• Brief
Will you output all of the data below exactly, omitting the images?

• Information
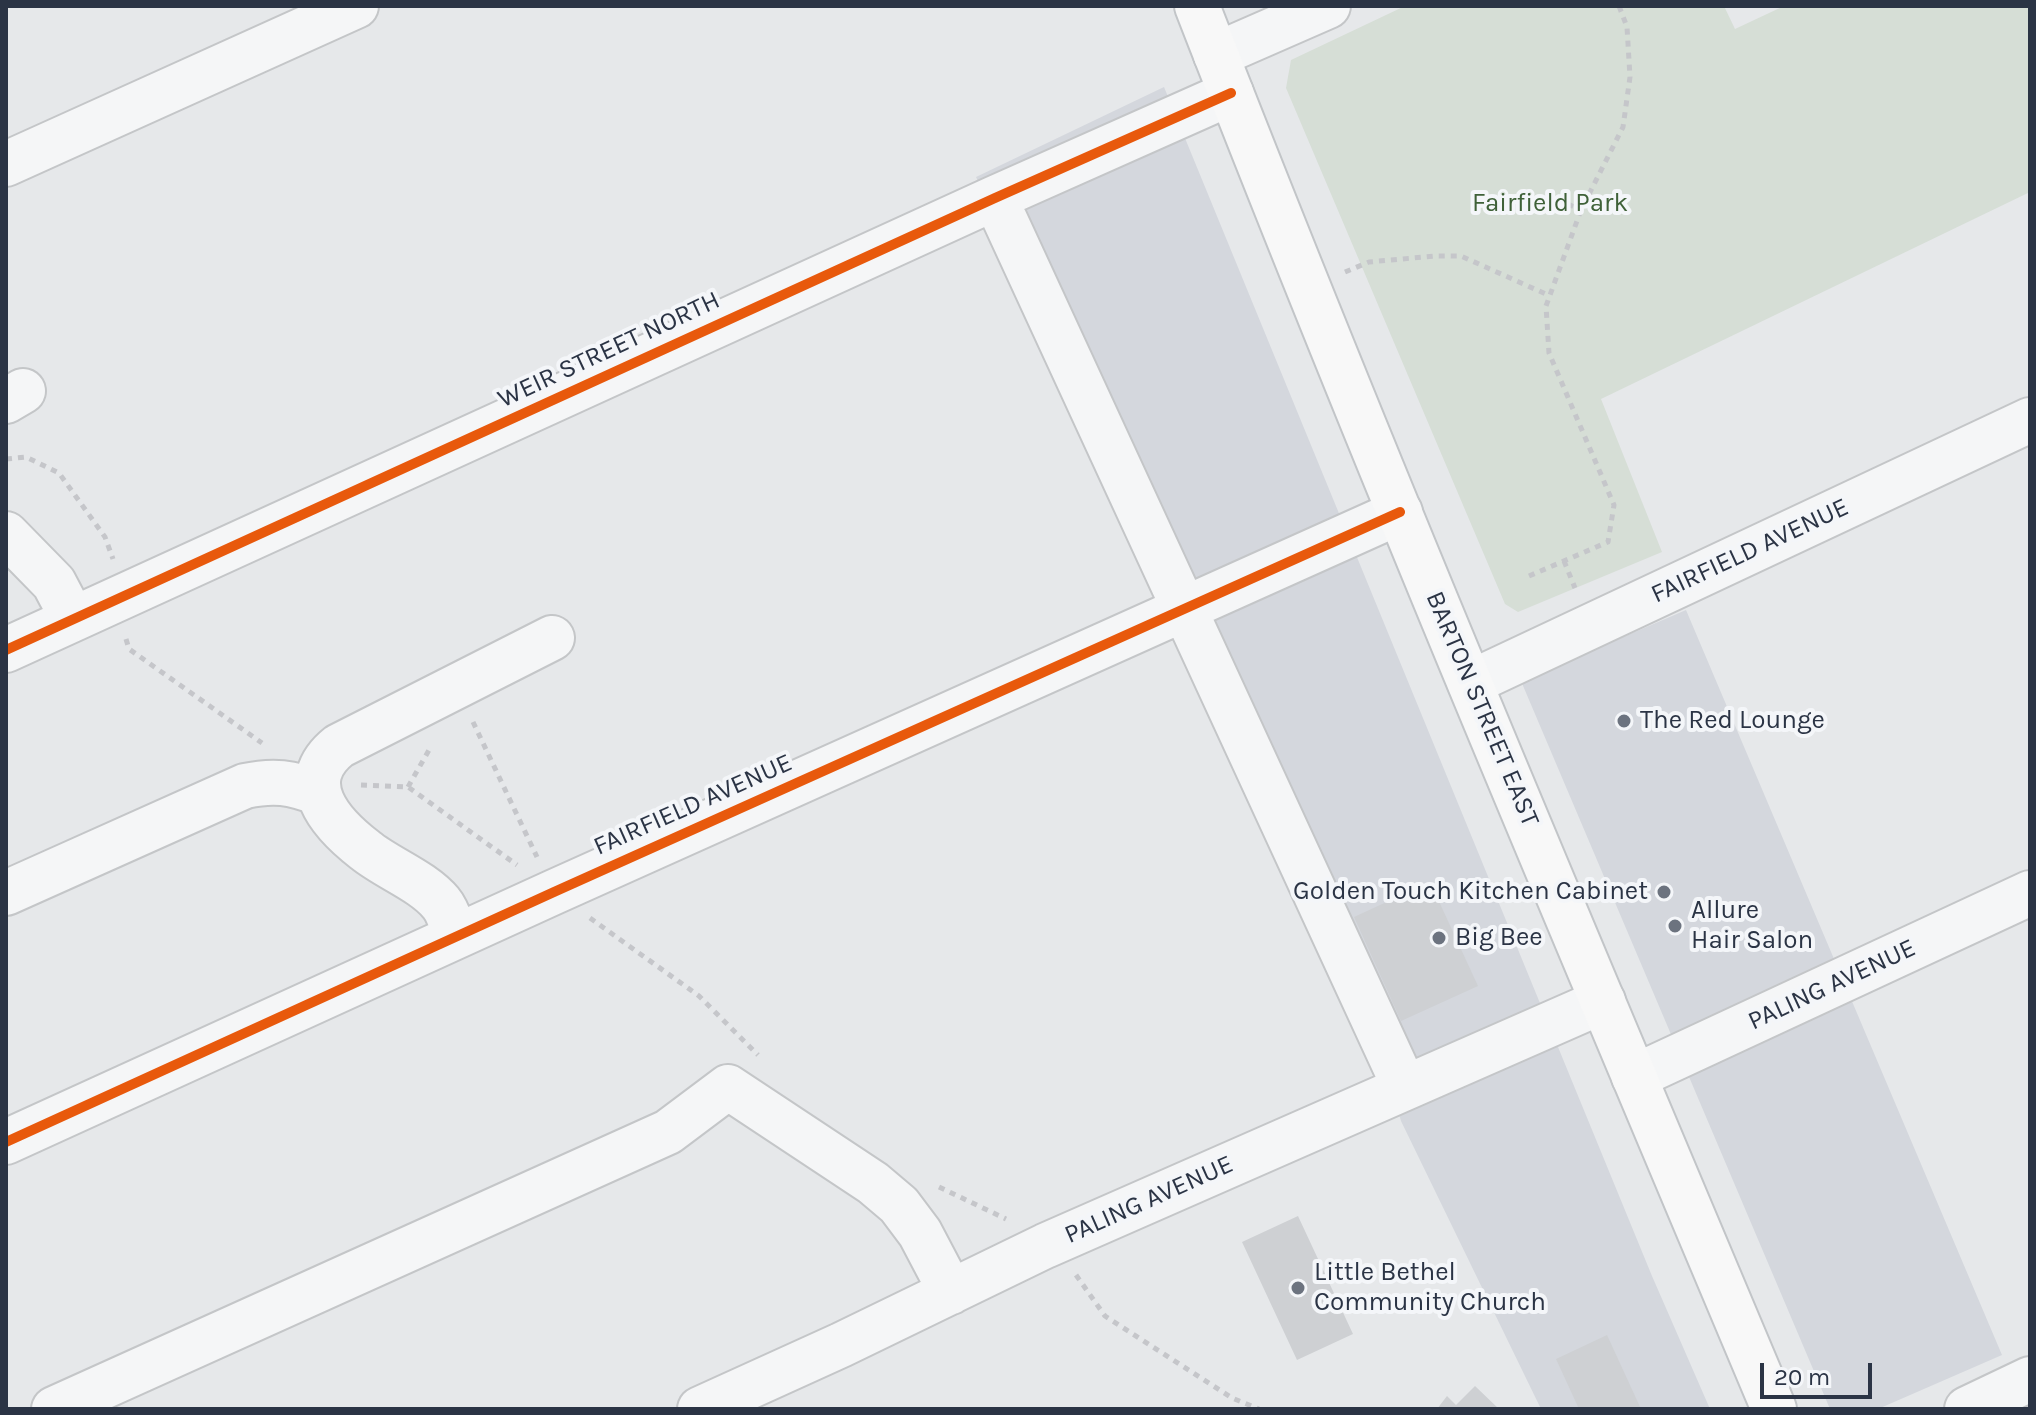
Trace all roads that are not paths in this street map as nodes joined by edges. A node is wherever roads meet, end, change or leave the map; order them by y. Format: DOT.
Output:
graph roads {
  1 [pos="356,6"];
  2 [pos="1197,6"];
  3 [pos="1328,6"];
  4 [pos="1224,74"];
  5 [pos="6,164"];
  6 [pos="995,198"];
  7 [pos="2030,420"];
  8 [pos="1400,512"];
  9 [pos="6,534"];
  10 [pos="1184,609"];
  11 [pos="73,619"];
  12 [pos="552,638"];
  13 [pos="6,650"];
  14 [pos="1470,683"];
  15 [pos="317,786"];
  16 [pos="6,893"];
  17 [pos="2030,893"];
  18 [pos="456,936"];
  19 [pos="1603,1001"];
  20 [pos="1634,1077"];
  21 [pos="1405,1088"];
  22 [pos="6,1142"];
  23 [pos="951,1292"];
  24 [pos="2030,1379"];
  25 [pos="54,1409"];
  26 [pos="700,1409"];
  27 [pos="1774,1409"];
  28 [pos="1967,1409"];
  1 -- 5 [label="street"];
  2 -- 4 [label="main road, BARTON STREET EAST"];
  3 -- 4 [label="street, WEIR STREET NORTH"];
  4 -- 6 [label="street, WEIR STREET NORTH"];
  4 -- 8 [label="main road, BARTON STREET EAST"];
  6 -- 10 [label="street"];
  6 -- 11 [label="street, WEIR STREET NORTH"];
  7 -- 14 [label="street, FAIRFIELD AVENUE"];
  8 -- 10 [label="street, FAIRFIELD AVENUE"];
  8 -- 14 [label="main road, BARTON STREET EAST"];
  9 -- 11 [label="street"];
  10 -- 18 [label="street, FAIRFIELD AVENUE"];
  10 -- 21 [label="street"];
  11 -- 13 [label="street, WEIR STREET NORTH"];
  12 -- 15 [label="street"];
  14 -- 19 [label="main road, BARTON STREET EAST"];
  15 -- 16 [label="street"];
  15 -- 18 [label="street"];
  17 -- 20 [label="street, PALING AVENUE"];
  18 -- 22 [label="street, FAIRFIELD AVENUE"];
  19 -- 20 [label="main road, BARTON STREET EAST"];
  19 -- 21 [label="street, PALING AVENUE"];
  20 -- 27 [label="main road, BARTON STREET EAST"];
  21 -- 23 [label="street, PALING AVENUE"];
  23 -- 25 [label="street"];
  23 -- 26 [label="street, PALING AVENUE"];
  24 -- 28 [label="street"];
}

• Output for this task
Trace all roads that are not paths in this street map as nodes joined by edges. A node is wherever roads meet, end, change or leave the map; order them by y. Format: DOT.
Output:
graph roads {
  1 [pos="356,6"];
  2 [pos="1197,6"];
  3 [pos="1328,6"];
  4 [pos="1224,74"];
  5 [pos="6,164"];
  6 [pos="995,198"];
  7 [pos="2030,420"];
  8 [pos="1400,512"];
  9 [pos="6,534"];
  10 [pos="1184,609"];
  11 [pos="73,619"];
  12 [pos="552,638"];
  13 [pos="6,650"];
  14 [pos="1470,683"];
  15 [pos="317,786"];
  16 [pos="6,893"];
  17 [pos="2030,893"];
  18 [pos="456,936"];
  19 [pos="1603,1001"];
  20 [pos="1634,1077"];
  21 [pos="1405,1088"];
  22 [pos="6,1142"];
  23 [pos="951,1292"];
  24 [pos="2030,1379"];
  25 [pos="54,1409"];
  26 [pos="700,1409"];
  27 [pos="1774,1409"];
  28 [pos="1967,1409"];
  1 -- 5 [label="street"];
  2 -- 4 [label="main road, BARTON STREET EAST"];
  3 -- 4 [label="street, WEIR STREET NORTH"];
  4 -- 6 [label="street, WEIR STREET NORTH"];
  4 -- 8 [label="main road, BARTON STREET EAST"];
  6 -- 10 [label="street"];
  6 -- 11 [label="street, WEIR STREET NORTH"];
  7 -- 14 [label="street, FAIRFIELD AVENUE"];
  8 -- 10 [label="street, FAIRFIELD AVENUE"];
  8 -- 14 [label="main road, BARTON STREET EAST"];
  9 -- 11 [label="street"];
  10 -- 18 [label="street, FAIRFIELD AVENUE"];
  10 -- 21 [label="street"];
  11 -- 13 [label="street, WEIR STREET NORTH"];
  12 -- 15 [label="street"];
  14 -- 19 [label="main road, BARTON STREET EAST"];
  15 -- 16 [label="street"];
  15 -- 18 [label="street"];
  17 -- 20 [label="street, PALING AVENUE"];
  18 -- 22 [label="street, FAIRFIELD AVENUE"];
  19 -- 20 [label="main road, BARTON STREET EAST"];
  19 -- 21 [label="street, PALING AVENUE"];
  20 -- 27 [label="main road, BARTON STREET EAST"];
  21 -- 23 [label="street, PALING AVENUE"];
  23 -- 25 [label="street"];
  23 -- 26 [label="street, PALING AVENUE"];
  24 -- 28 [label="street"];
}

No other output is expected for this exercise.